§ **Exercise description**: Using the data beneath, show every line that includes the word "Left".

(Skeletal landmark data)

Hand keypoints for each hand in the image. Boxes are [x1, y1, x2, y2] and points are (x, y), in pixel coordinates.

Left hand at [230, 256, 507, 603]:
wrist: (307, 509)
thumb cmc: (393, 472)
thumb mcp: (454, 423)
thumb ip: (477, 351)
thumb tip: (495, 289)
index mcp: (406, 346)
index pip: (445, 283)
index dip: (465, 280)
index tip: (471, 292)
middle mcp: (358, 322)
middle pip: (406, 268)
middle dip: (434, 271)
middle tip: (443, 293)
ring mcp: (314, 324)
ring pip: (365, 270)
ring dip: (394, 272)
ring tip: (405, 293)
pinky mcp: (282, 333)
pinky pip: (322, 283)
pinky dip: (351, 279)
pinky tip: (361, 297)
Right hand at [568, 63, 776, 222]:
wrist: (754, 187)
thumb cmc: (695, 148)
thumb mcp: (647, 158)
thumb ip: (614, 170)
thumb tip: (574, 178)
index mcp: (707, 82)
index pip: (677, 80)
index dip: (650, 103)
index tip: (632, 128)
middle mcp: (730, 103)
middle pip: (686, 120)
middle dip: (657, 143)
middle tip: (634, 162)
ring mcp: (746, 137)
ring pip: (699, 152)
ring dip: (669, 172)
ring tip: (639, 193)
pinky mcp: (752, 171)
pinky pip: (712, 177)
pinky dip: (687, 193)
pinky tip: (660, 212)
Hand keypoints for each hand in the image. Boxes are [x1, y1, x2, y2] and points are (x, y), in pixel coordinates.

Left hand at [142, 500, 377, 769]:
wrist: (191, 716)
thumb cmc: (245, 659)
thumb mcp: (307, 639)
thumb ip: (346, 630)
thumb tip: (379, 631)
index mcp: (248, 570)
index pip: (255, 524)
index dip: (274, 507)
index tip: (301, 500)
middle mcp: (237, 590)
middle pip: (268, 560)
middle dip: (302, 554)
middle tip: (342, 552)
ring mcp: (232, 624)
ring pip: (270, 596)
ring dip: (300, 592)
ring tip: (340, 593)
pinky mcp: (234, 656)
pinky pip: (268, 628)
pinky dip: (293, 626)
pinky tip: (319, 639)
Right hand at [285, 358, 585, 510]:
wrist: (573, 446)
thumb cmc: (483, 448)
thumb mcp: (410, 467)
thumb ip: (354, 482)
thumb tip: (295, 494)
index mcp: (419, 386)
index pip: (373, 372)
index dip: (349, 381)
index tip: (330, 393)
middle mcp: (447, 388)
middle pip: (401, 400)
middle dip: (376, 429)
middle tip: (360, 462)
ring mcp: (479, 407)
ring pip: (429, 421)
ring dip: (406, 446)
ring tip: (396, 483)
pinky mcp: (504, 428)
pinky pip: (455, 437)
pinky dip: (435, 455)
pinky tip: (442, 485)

---

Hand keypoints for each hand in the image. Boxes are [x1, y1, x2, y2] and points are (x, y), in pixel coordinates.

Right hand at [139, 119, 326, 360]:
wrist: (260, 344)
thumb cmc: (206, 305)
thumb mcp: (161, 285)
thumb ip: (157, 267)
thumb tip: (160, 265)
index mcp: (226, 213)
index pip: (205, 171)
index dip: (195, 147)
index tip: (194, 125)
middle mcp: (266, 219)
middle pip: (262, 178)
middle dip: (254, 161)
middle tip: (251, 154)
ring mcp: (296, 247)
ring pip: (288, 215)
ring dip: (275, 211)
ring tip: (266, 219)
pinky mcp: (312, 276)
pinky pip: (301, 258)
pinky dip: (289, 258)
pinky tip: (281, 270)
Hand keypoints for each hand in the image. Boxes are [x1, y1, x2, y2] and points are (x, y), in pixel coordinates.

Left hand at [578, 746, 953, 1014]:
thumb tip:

---

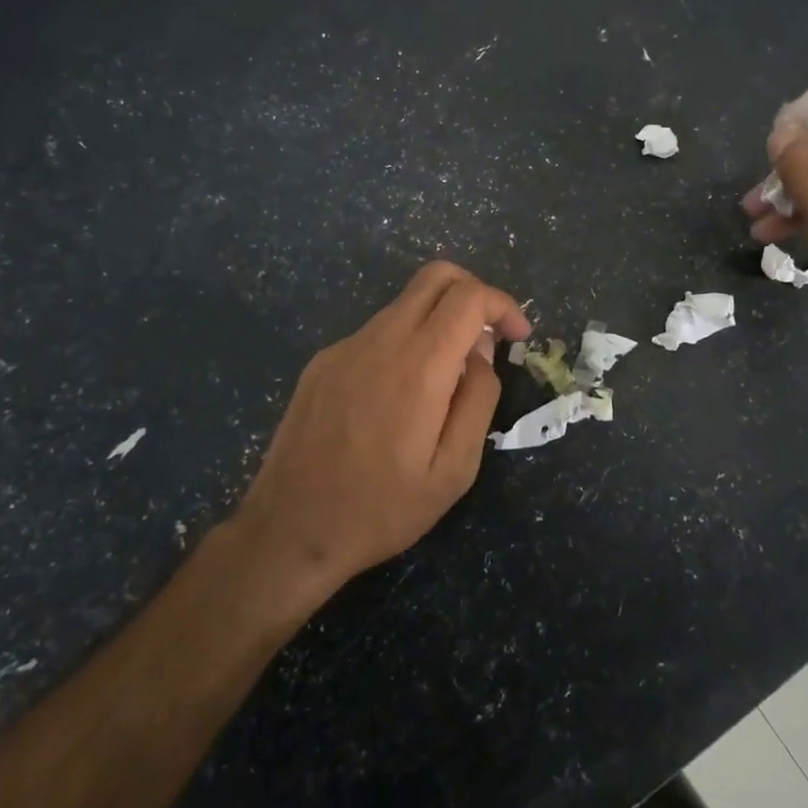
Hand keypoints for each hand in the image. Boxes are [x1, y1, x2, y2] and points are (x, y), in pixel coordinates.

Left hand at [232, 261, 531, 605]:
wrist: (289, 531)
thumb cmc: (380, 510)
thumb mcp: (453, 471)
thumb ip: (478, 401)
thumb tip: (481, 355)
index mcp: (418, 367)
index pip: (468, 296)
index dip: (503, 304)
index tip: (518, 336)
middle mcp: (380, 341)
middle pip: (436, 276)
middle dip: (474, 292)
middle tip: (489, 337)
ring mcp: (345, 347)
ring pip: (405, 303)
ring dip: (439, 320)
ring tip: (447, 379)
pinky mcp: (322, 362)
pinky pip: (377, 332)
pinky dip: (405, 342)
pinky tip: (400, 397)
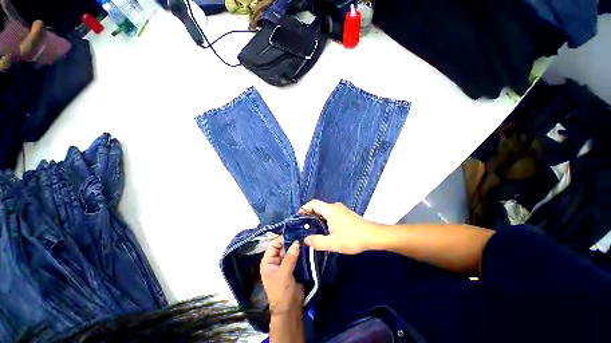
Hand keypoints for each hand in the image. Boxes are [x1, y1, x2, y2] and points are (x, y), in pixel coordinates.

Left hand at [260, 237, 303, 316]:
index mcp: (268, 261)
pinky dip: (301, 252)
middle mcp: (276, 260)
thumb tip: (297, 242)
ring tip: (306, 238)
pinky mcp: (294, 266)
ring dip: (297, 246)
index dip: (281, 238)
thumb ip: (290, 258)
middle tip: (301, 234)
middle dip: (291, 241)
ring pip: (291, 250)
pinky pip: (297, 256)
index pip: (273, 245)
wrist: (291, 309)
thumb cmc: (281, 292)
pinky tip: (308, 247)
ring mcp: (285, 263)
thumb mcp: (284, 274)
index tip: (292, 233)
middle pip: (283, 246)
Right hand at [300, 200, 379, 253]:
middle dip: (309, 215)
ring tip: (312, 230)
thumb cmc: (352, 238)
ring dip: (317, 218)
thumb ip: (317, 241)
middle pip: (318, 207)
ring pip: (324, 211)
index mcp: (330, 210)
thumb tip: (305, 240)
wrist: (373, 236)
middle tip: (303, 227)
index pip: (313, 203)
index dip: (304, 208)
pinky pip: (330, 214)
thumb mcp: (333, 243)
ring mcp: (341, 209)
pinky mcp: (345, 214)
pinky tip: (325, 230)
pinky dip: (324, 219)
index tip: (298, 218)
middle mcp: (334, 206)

§ **Written solution**:
Left hand at [230, 256, 507, 603]:
Left hand at [142, 500, 377, 769]:
Left hand at [578, 746, 953, 1014]:
Left hand at [232, 261, 531, 605]:
Left hand at [260, 237, 303, 316]:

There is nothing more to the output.